Analysis

Hillary Clinton Was Getting Terrible Foreign-Policy Advice

Emails reveal that the Democrat got highly partisan advice when she was secretary of state.

Email exchanges recently released by the State Department reveal that Hillary Clinton regularly took foreign-policy advice from a longtime confidant whose partisan mistrust of the British and Israeli right

Although Clinton insists she never asked for advice from Sidney Blumenthal, she was in regular contact with the man who served as a senior advisor to her husband, Bill, when he was president in the late 1990s.

At the time, Blumenthal developed a reputation as someone fiercely loyal to the Clintons — something that compelled Rahm Emanuel, President Barack Obama’s first chief of staff, to bar him from holding any position in Hillary Clinton’s State Department.

Clinton is now a candidate to succeed Obama in 2016.

As secretary from 2009 to 2013, she used a private email account and server to conduct government business. More than a quarter of the emails have been released so far under a Freedom of Information ruling. The latest batch, published this week, includes dozens of exchanges between Blumenthal and Clinton.

Britain’s New Statesman magazine reports that at the time of the last Labour Party leadership contest in that country, Blumenthal and Clinton both seemed more supportive of former foreign secretary David Miliband’s candidacy than his brother’s, Ed.

Blumenthal recognized that when the latter won, it represented “something of a regression” for Labour which had moved to the political center at the same time as Bill Clinton moderated the Democratic Party in the United States. Ed Miliband moved the party back to the left and predictably lost the general election against David Cameron’s Conservatives in May.

Blumenthal’s characterizations of the Conservative Party, however, were far removed from reality.

Before Cameron won the 2010 election, Blumenthal predicted that a Tory government would be “aristocratic,” playing on a left-wing stereotype of the party as out of touch with ordinary voters (when it was Labour that abandoned Middle England in this year’s election).

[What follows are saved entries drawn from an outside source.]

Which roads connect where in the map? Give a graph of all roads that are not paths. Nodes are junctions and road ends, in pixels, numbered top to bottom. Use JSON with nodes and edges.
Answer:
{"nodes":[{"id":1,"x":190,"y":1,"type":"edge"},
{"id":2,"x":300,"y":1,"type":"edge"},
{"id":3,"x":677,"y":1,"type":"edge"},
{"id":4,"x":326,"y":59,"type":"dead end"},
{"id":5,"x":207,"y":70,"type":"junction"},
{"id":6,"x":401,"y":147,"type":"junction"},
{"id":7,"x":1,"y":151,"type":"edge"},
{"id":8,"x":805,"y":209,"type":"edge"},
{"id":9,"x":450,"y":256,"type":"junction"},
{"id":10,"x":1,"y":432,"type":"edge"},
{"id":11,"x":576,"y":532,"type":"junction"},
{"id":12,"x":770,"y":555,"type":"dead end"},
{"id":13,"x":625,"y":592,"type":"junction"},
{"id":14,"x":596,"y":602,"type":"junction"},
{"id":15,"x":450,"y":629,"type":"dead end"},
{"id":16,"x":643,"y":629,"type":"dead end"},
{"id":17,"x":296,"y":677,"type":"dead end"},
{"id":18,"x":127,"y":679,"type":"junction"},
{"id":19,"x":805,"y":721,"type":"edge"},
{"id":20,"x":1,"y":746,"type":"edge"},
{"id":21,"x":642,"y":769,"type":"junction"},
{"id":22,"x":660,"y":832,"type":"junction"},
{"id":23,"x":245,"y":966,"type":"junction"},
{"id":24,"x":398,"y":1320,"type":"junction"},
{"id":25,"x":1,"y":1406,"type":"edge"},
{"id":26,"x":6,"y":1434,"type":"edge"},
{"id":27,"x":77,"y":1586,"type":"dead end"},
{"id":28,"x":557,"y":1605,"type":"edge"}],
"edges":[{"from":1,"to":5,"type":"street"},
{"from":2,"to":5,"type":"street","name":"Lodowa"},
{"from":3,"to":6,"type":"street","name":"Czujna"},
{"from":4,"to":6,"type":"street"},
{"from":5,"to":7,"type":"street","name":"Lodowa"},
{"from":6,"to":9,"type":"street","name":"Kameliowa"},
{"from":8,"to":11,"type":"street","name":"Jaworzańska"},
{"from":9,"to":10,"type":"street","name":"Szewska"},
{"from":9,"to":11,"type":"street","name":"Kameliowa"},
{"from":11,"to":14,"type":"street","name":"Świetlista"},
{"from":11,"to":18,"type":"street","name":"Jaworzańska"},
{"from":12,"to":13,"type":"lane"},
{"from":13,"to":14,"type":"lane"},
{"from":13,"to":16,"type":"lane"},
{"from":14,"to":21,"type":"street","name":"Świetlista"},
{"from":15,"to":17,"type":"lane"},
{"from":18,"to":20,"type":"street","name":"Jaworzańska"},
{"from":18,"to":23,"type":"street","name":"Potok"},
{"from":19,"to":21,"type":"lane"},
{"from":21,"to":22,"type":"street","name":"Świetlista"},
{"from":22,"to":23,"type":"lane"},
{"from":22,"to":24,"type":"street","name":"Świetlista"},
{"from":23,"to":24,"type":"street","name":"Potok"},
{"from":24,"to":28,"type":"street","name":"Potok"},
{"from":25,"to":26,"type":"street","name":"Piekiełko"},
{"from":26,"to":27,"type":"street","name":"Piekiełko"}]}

After the election, which brought the Conservatives to power in coalition with the pro-European Liberal Democrats, Blumenthal warned Clinton not to trust the new foreign secretary, William Hague. He is “deeply anti-European and will be disingenuous with you,” Blumenthal wrote.

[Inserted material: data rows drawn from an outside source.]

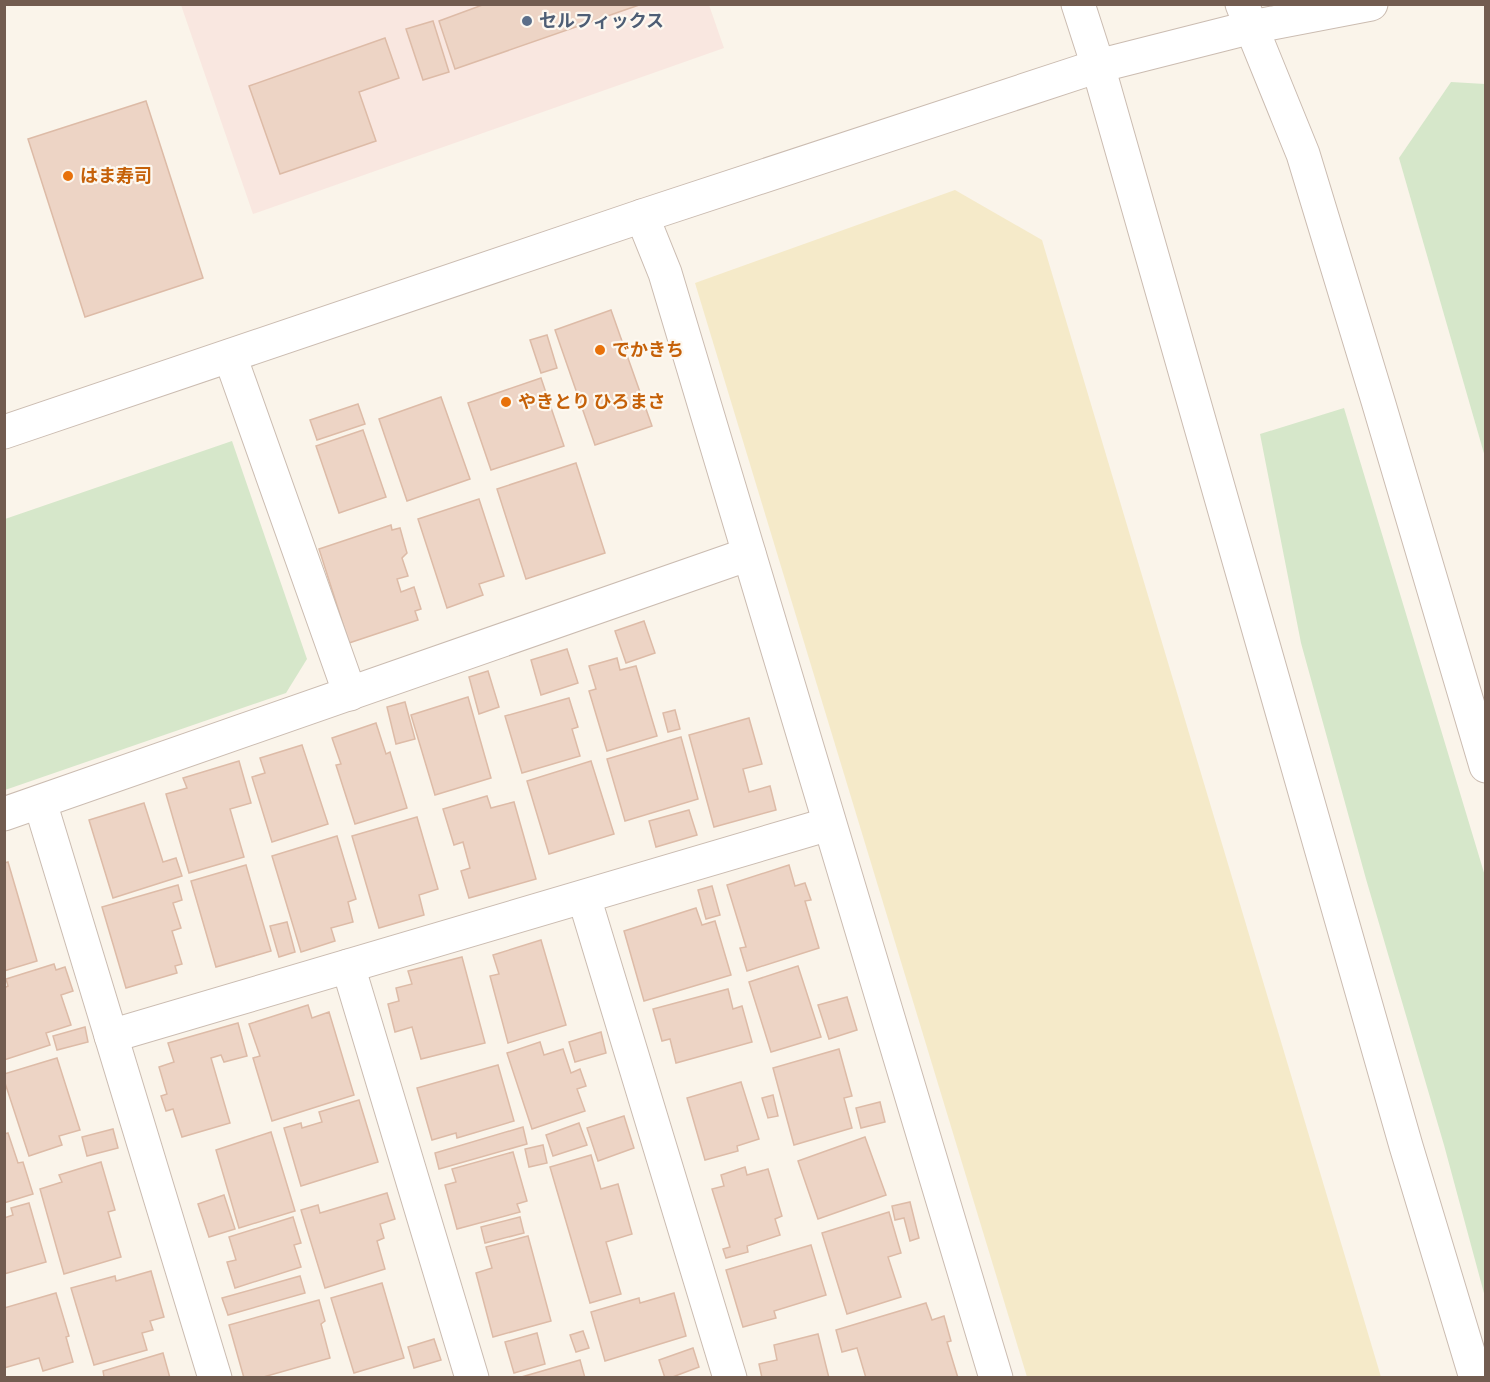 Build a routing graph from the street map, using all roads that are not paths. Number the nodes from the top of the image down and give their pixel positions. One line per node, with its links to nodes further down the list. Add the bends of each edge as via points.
1 (1078, 4): 4 (street)
2 (1371, 4): 3 (street)
3 (1247, 16): 4 (street); 10 (street, via 1303,154)
4 (1098, 66): 5 (street); 21 (street)
5 (642, 216): 6 (street); 8 (street, via 664,273)
6 (230, 356): 7 (street); 9 (street)
7 (4, 432)
8 (748, 554): 9 (street); 13 (street)
9 (350, 694): 11 (street)
10 (1485, 766)
11 (40, 802): 12 (street); 16 (street)
12 (4, 814)
13 (830, 824): 14 (street); 20 (street)
14 (584, 897): 15 (street); 19 (street)
15 (348, 966): 16 (street); 18 (street)
16 (111, 1036): 17 (street)
17 (215, 1377)
18 (472, 1377)
19 (730, 1377)
20 (996, 1377)
21 (1476, 1377)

Calling Hague “deeply anti-European” when he is at best mildly Euroskeptic was misleading and, looking back, there is no indication he was ever disingenuous with Britain’s most important ally.

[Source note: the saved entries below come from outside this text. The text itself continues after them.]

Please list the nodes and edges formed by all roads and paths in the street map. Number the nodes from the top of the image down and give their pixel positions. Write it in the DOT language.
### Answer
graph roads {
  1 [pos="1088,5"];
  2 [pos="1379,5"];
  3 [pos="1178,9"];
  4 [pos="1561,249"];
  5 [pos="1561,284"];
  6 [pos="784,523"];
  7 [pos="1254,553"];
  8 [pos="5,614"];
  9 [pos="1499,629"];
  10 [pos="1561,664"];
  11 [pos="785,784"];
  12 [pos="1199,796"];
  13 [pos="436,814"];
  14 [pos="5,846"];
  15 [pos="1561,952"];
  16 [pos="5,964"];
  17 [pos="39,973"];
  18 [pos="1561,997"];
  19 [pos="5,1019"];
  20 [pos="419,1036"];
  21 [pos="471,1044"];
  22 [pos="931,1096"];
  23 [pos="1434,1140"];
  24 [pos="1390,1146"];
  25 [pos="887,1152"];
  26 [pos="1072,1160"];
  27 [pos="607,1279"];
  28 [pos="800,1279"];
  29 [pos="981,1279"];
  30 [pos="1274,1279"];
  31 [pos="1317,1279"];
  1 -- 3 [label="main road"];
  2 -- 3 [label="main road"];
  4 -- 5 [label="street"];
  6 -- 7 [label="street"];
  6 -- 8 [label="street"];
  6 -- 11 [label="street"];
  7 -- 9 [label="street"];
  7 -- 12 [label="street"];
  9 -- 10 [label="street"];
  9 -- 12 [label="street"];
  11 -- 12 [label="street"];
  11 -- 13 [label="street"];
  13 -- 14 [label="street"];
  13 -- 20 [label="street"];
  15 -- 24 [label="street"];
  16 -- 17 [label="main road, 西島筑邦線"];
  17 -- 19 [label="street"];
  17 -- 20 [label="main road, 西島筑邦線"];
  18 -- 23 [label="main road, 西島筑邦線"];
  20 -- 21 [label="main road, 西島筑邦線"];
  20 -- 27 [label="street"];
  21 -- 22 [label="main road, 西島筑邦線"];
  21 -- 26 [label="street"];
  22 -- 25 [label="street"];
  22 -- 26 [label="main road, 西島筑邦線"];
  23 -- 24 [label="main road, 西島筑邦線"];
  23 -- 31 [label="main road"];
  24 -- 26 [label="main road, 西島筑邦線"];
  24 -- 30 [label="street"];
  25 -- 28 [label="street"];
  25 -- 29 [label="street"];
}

When it came to the Israeli right, Blumenthal was even more biased.

In remarks reported by Buzzfeed, Blumenthal alleged that Israeli prime minister Benjamin Netanyahu was “stage managing” Jewish lobby groups in the United States. The American Israel Public Affairs Committee (AIPAC), he wrote — the largest and probably most influential of its kind — had become an “organ” of Netanyahu’s Likud.

Blumenthal offered nothing to substantiate either claim and Clinton did not take his advice for a speech she gave at AIPAC in 2010.

But Politico reports she did seem appreciative of a suggestion to stir conflict in the Israeli government.

In a message headlined “an idea, perhaps useless, but nonetheless,” Blumenthal argued that the United States should reveal their own position on the latest attempt at peace talks between the Israelis and Palestinians, incorporating “what the Israeli government has already agreed to in the final status negotiations at Camp David” that took place during Bill Clinton’s presidency.

“This puts the burden on Bibi [Netanyahu] to repudiate [former prime minister Ehud] Barak in principles and details if he pushes back,” Blumenthal wrote, “splitting his coalition and appearing to be the rejectionist.”

Barak was Netanyahu’s defense minister at the time of the email.

Clinton replied, “Not useless — thx.”

She didn’t follow Blumenthal’s advice — which would have involved publicizing details from confidential, high-level talks and likely undermined both Israeli and Palestinian trust in American diplomacy. But then why would she thank a former aide for such an outrageous suggestion?

Maybe Clinton just didn’t want to hurt Blumenthal’s feelings. Maybe his advice was unsolicited and she didn’t even read all of it. Or maybe she shared some of his views, in which case voters ought to know before they trust her again to manage America’s relations with other countries.